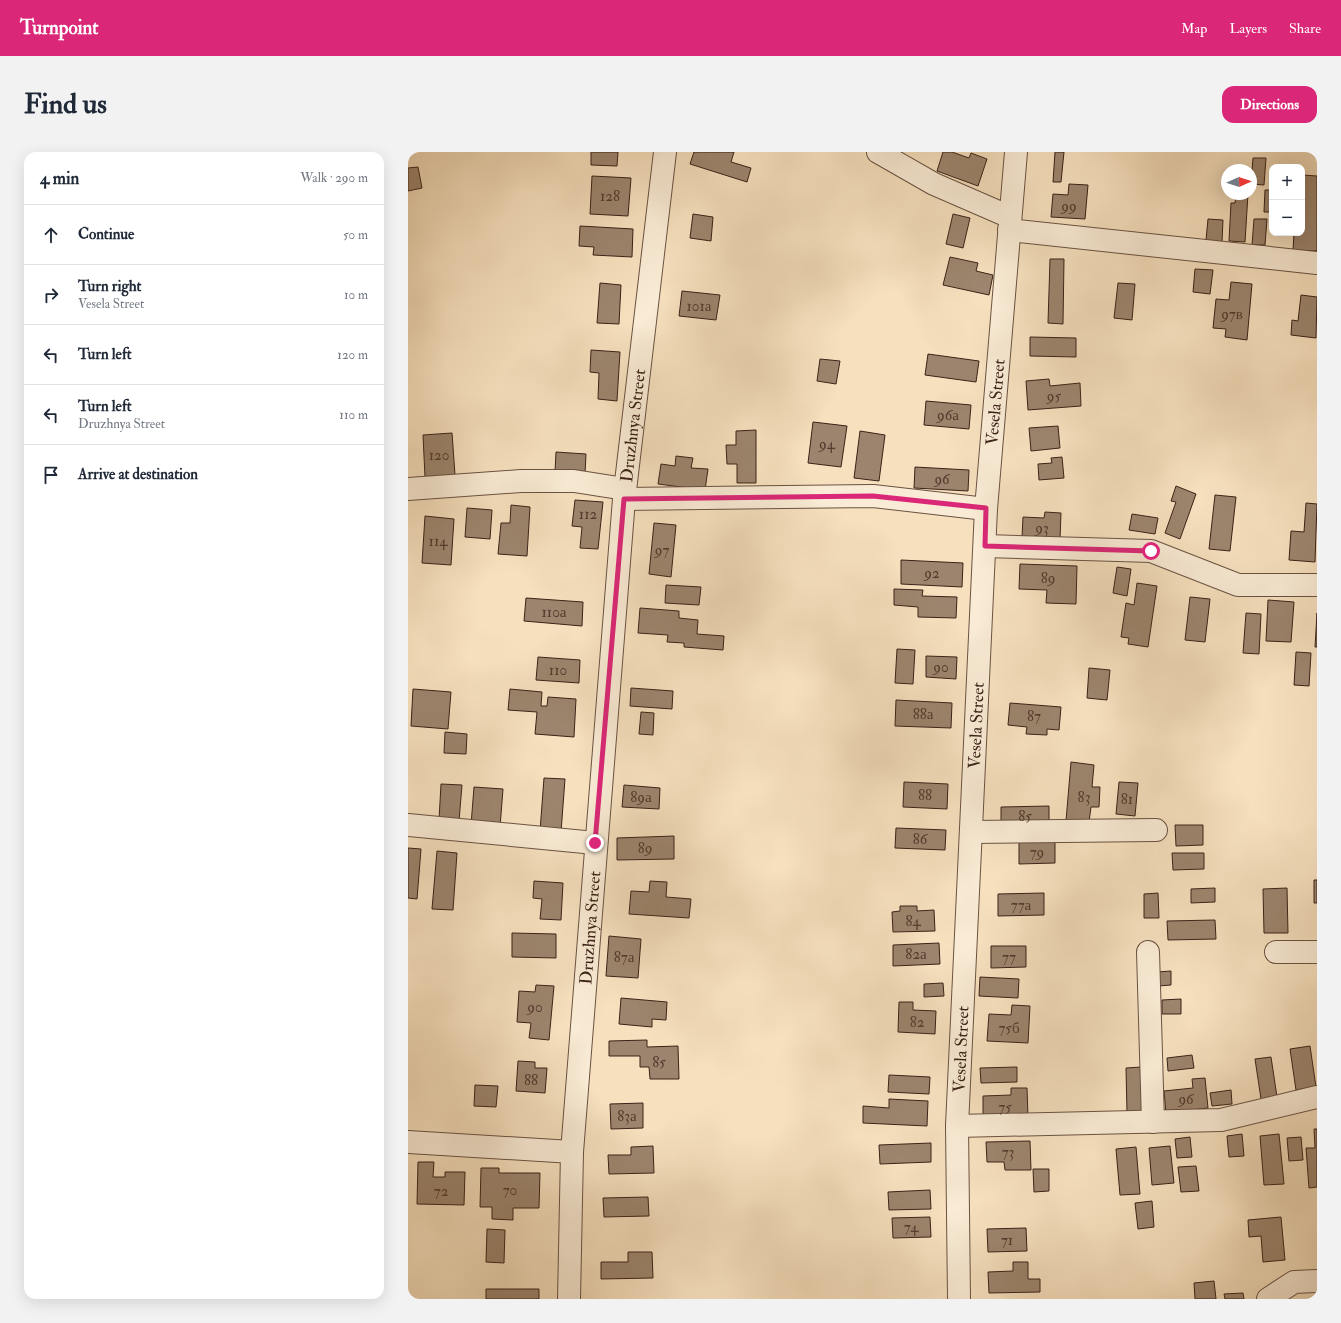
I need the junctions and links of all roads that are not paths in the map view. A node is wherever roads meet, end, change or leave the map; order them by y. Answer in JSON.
{"nodes":[{"id":1,"x":665,"y":152,"type":"edge"},
{"id":2,"x":878,"y":152,"type":"edge"},
{"id":3,"x":1016,"y":152,"type":"edge"},
{"id":4,"x":1010,"y":224,"type":"junction"},
{"id":5,"x":1317,"y":263,"type":"edge"},
{"id":6,"x":408,"y":489,"type":"edge"},
{"id":7,"x":625,"y":494,"type":"junction"},
{"id":8,"x":986,"y":508,"type":"junction"},
{"id":9,"x":985,"y":546,"type":"junction"},
{"id":10,"x":1317,"y":585,"type":"edge"},
{"id":11,"x":408,"y":825,"type":"edge"},
{"id":12,"x":1156,"y":830,"type":"dead end"},
{"id":13,"x":971,"y":832,"type":"junction"},
{"id":14,"x":595,"y":843,"type":"junction"},
{"id":15,"x":1148,"y":952,"type":"dead end"},
{"id":16,"x":1276,"y":952,"type":"dead end"},
{"id":17,"x":1317,"y":952,"type":"edge"},
{"id":18,"x":1317,"y":1097,"type":"edge"},
{"id":19,"x":1153,"y":1122,"type":"junction"},
{"id":20,"x":957,"y":1126,"type":"junction"},
{"id":21,"x":408,"y":1142,"type":"edge"},
{"id":22,"x":572,"y":1152,"type":"junction"},
{"id":23,"x":1317,"y":1281,"type":"edge"},
{"id":24,"x":568,"y":1299,"type":"edge"},
{"id":25,"x":959,"y":1299,"type":"edge"},
{"id":26,"x":1268,"y":1299,"type":"edge"}],
"edges":[{"from":1,"to":7,"type":"street","name":"Druzhnya Street"},
{"from":2,"to":4,"type":"street"},
{"from":3,"to":4,"type":"street","name":"Vesela Street"},
{"from":4,"to":5,"type":"street"},
{"from":4,"to":8,"type":"street","name":"Vesela Street"},
{"from":6,"to":7,"type":"street"},
{"from":7,"to":8,"type":"street"},
{"from":7,"to":14,"type":"street","name":"Druzhnya Street"},
{"from":8,"to":9,"type":"street","name":"Vesela Street"},
{"from":9,"to":10,"type":"street"},
{"from":9,"to":13,"type":"street","name":"Vesela Street"},
{"from":11,"to":14,"type":"street"},
{"from":12,"to":13,"type":"street"},
{"from":13,"to":20,"type":"street","name":"Vesela Street"},
{"from":14,"to":22,"type":"street","name":"Druzhnya Street"},
{"from":15,"to":19,"type":"street"},
{"from":16,"to":17,"type":"street"},
{"from":18,"to":19,"type":"street"},
{"from":19,"to":20,"type":"street"},
{"from":20,"to":25,"type":"street","name":"Vesela Street"},
{"from":21,"to":22,"type":"street"},
{"from":22,"to":24,"type":"street","name":"Druzhnya Street"},
{"from":23,"to":26,"type":"street"}]}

━━━━

## To do
Output an exact copy of the material, with the pictures removed.

## Response to this task
I need the junctions and links of all roads that are not paths in the map view. A node is wherever roads meet, end, change or leave the map; order them by y. Answer in JSON.
{"nodes":[{"id":1,"x":665,"y":152,"type":"edge"},
{"id":2,"x":878,"y":152,"type":"edge"},
{"id":3,"x":1016,"y":152,"type":"edge"},
{"id":4,"x":1010,"y":224,"type":"junction"},
{"id":5,"x":1317,"y":263,"type":"edge"},
{"id":6,"x":408,"y":489,"type":"edge"},
{"id":7,"x":625,"y":494,"type":"junction"},
{"id":8,"x":986,"y":508,"type":"junction"},
{"id":9,"x":985,"y":546,"type":"junction"},
{"id":10,"x":1317,"y":585,"type":"edge"},
{"id":11,"x":408,"y":825,"type":"edge"},
{"id":12,"x":1156,"y":830,"type":"dead end"},
{"id":13,"x":971,"y":832,"type":"junction"},
{"id":14,"x":595,"y":843,"type":"junction"},
{"id":15,"x":1148,"y":952,"type":"dead end"},
{"id":16,"x":1276,"y":952,"type":"dead end"},
{"id":17,"x":1317,"y":952,"type":"edge"},
{"id":18,"x":1317,"y":1097,"type":"edge"},
{"id":19,"x":1153,"y":1122,"type":"junction"},
{"id":20,"x":957,"y":1126,"type":"junction"},
{"id":21,"x":408,"y":1142,"type":"edge"},
{"id":22,"x":572,"y":1152,"type":"junction"},
{"id":23,"x":1317,"y":1281,"type":"edge"},
{"id":24,"x":568,"y":1299,"type":"edge"},
{"id":25,"x":959,"y":1299,"type":"edge"},
{"id":26,"x":1268,"y":1299,"type":"edge"}],
"edges":[{"from":1,"to":7,"type":"street","name":"Druzhnya Street"},
{"from":2,"to":4,"type":"street"},
{"from":3,"to":4,"type":"street","name":"Vesela Street"},
{"from":4,"to":5,"type":"street"},
{"from":4,"to":8,"type":"street","name":"Vesela Street"},
{"from":6,"to":7,"type":"street"},
{"from":7,"to":8,"type":"street"},
{"from":7,"to":14,"type":"street","name":"Druzhnya Street"},
{"from":8,"to":9,"type":"street","name":"Vesela Street"},
{"from":9,"to":10,"type":"street"},
{"from":9,"to":13,"type":"street","name":"Vesela Street"},
{"from":11,"to":14,"type":"street"},
{"from":12,"to":13,"type":"street"},
{"from":13,"to":20,"type":"street","name":"Vesela Street"},
{"from":14,"to":22,"type":"street","name":"Druzhnya Street"},
{"from":15,"to":19,"type":"street"},
{"from":16,"to":17,"type":"street"},
{"from":18,"to":19,"type":"street"},
{"from":19,"to":20,"type":"street"},
{"from":20,"to":25,"type":"street","name":"Vesela Street"},
{"from":21,"to":22,"type":"street"},
{"from":22,"to":24,"type":"street","name":"Druzhnya Street"},
{"from":23,"to":26,"type":"street"}]}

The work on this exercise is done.